Thereafter, to the extent such measures have not previously been initiated, the Bank shall immediately initiate measures detailed in the Supplemental Plan, to increase its Tier 1 capital by an amount sufficient to bring the ratio to eight percent within 30 days after the Regional Director and the Commissioner respond to the Supplemental Plan. Such increase in Tier 1 capital and any increase in Tier 1 capital necessary to meet the ratio required by this ORDER may be accomplished by:

    (i) The sale of securities in the form of common stock; or

    (ii) The direct contribution of cash subsequent to August 9, 2004, by the directors and/or shareholders of the Bank or by the Bank's holding company; or

    (iii) Receipt of an income tax refund or the capitalization subsequent to August 9, 2004 of a bona fide tax refund certified as being accurate by a certified public accounting firm; or

    (iv) Any other method approved by the Regional Director and the Commissioner.

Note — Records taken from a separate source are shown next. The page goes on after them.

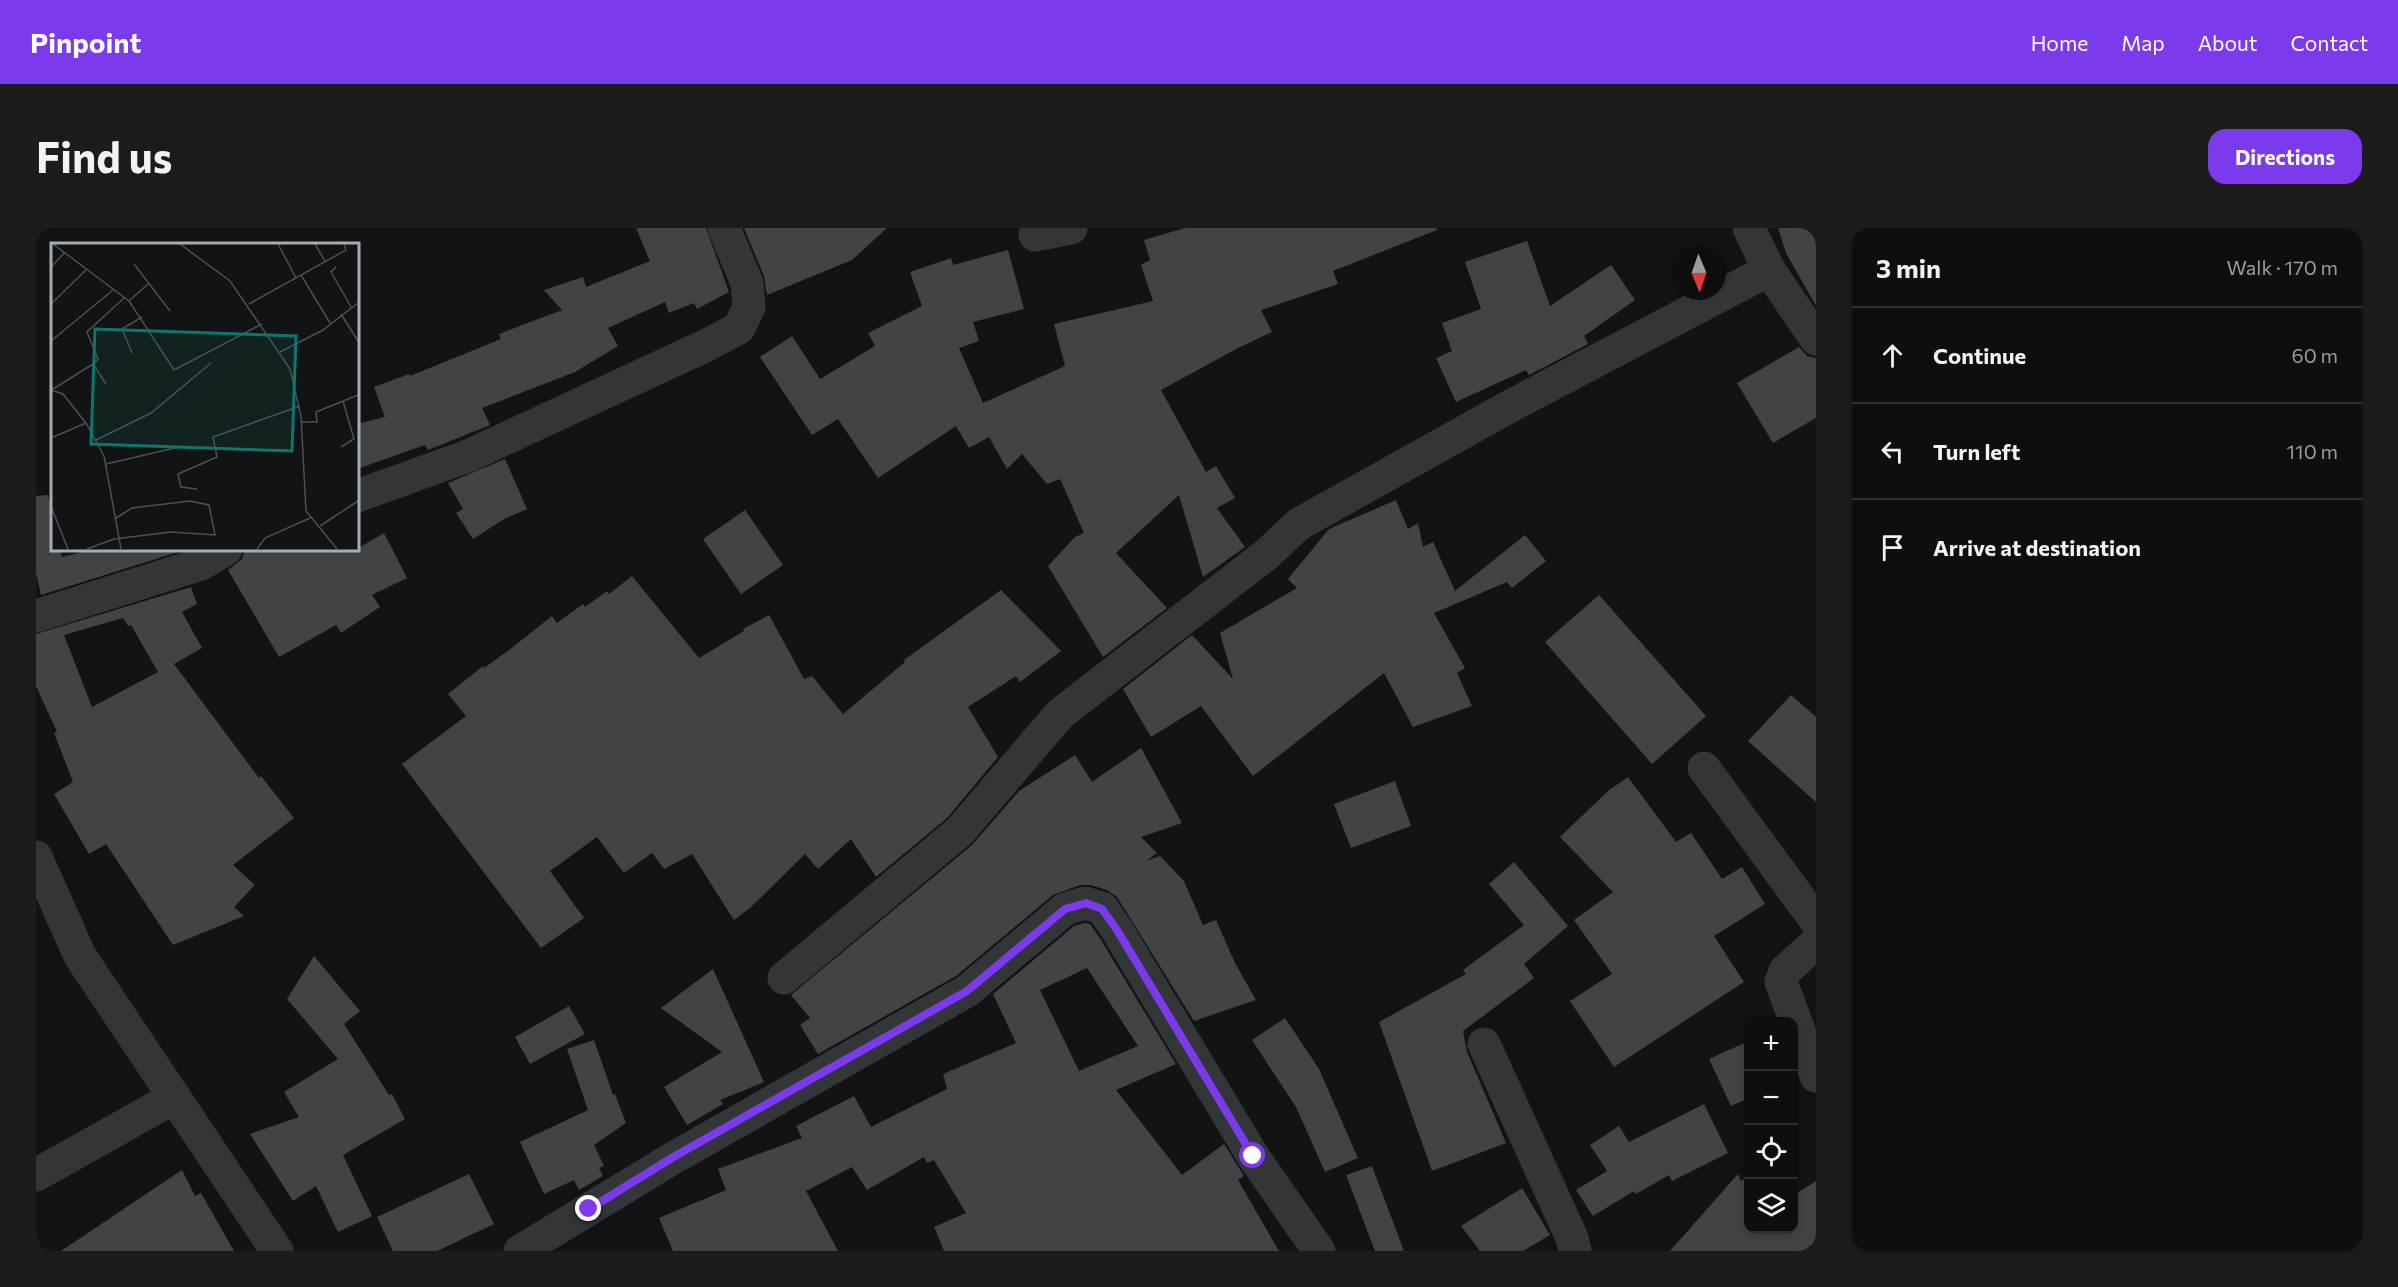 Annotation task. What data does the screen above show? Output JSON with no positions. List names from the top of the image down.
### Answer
{
  "north": "bottom",
  "page": {
    "header": "Pinpoint",
    "nav": [
      "Home",
      "Map",
      "About",
      "Contact"
    ],
    "buttons": "Directions",
    "title": "Find us",
    "heading": ["3 min", "Walk · 170 m"],
    "list": [
      ["Continue", "60 m"],
      ["Turn left", "110 m"],
      "Arrive at destination"
    ],
    "map_buttons": ["+", "−"]
  }
} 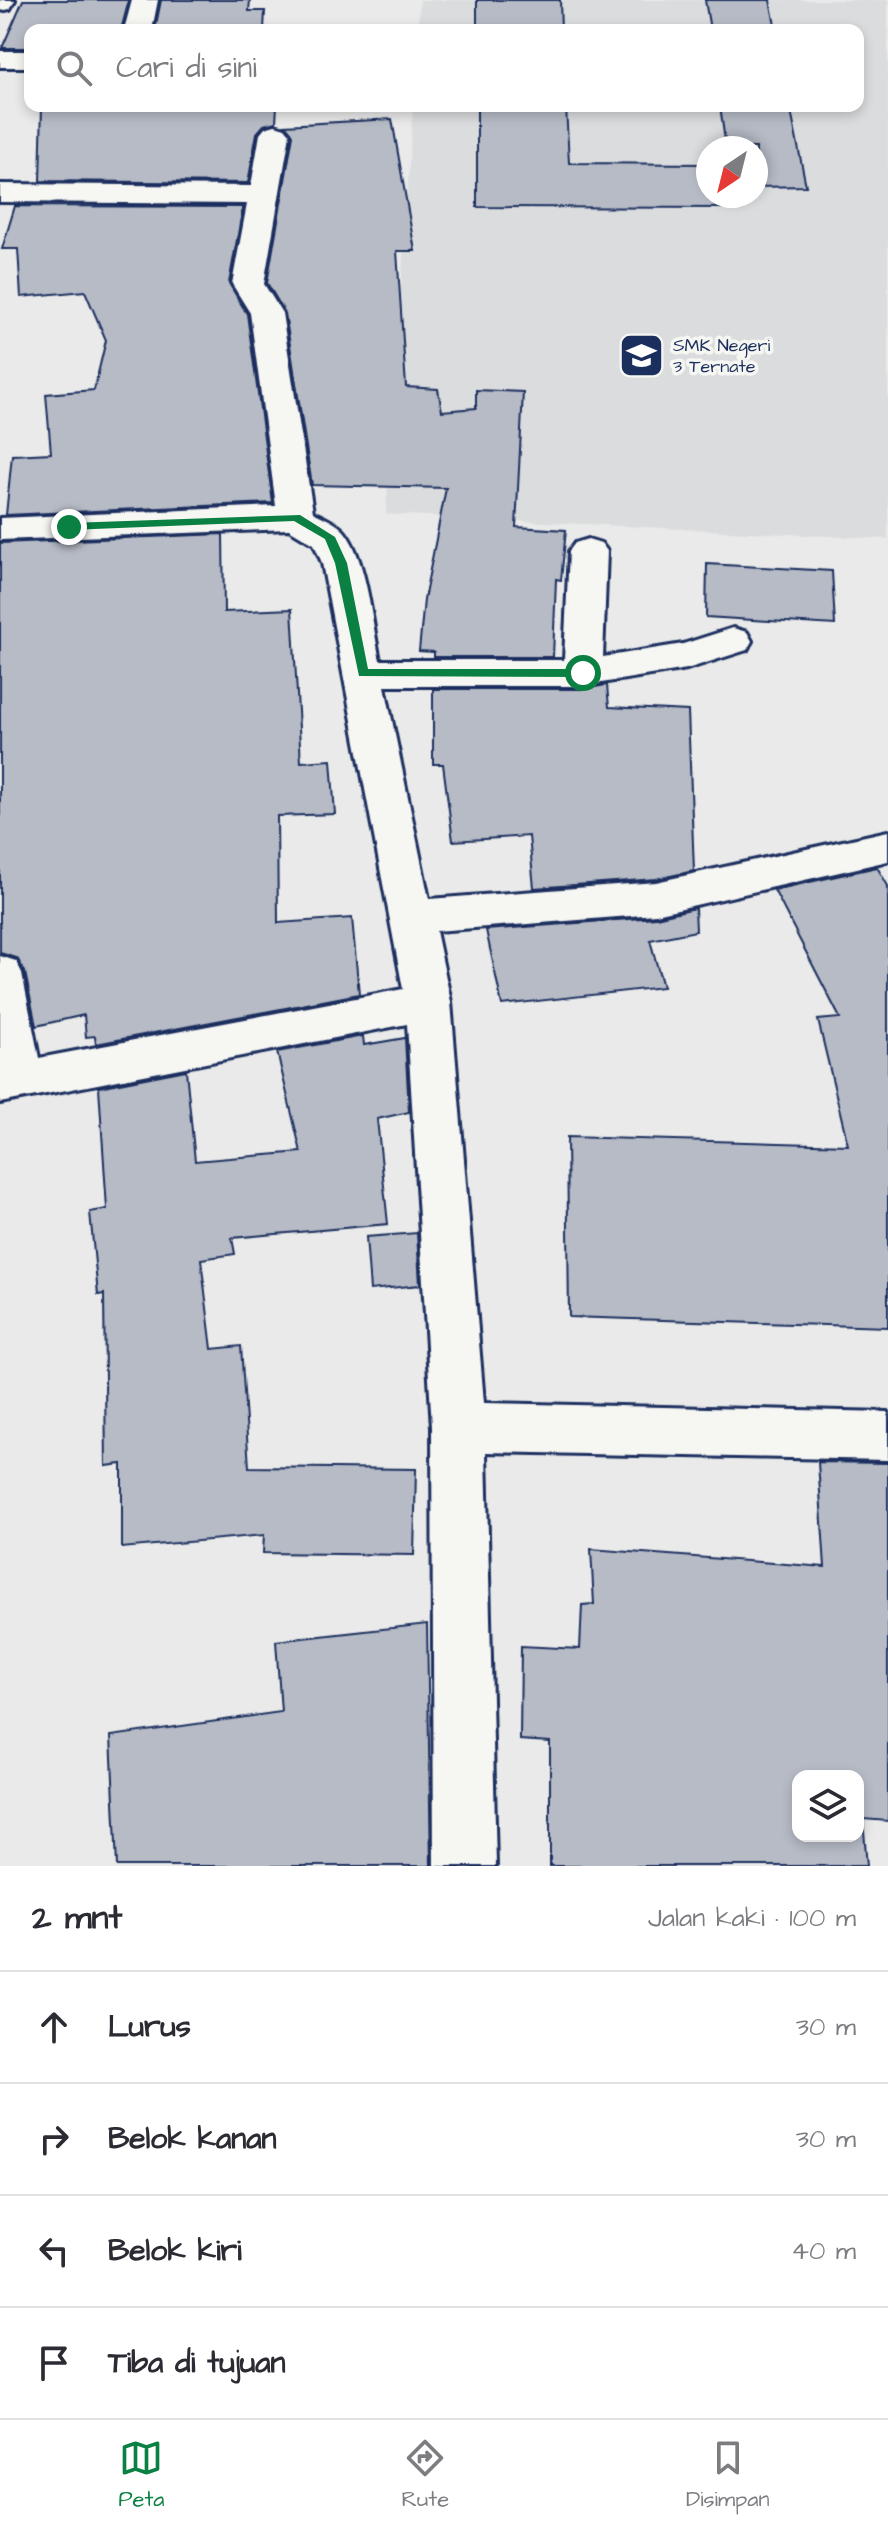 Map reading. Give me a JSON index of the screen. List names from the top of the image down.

(c) If all or part of the increase in Tier 1 capital required by this ORDER is to be accomplished by the sale of new securities, the Bank's board of directors shall adopt and implement a plan for the sale of such additional securities, including soliciting proxies and the voting of any shares or proxies owned or controlled by them in favor of the plan. Should the implementation of the plan involve a public distribution of the Bank's securities (including a distribution limited only to the Bank's existing shareholders), the Bank shall prepare offering materials fully describing the securities being offered, including an accurate description of the financial condition of the Bank and the circumstances giving rise to the offering, and any other material disclosures necessary to comply with Federal securities laws. Prior to the implementation of the plan, and in any event, not less than 20 days prior to the dissemination of such materials, the plan and any materials used in the sale of the securities shall be submitted to the FDIC, Registration, Disclosure and Securities Operation Unit, Washington, D.C. 20429, and the State for review. Any changes requested to be made in the plan or the materials by the FDIC shall be made prior to their dissemination. If the increase in Tier 1 capital is to be provided by the sale of noncumulative perpetual preferred stock, then all terms and conditions of the issue shall be presented to the Regional Director and the State for prior approval.

(d) In complying with the provisions of this ORDER and until such time as any such public offering is terminated, the Bank shall provide to any subscriber and/or purchaser of the Bank's securities written notice of any planned or existing development or other change which is materially different from the information reflected in any offering materials used in connection with the sale of the Bank's securities. The written notice required by this paragraph shall be furnished within 10 days after the date such material development or change was planned or occurred, whichever is earlier, and shall be furnished to every purchaser and/or subscriber who received or was tendered the information contained in the Bank's original offering materials.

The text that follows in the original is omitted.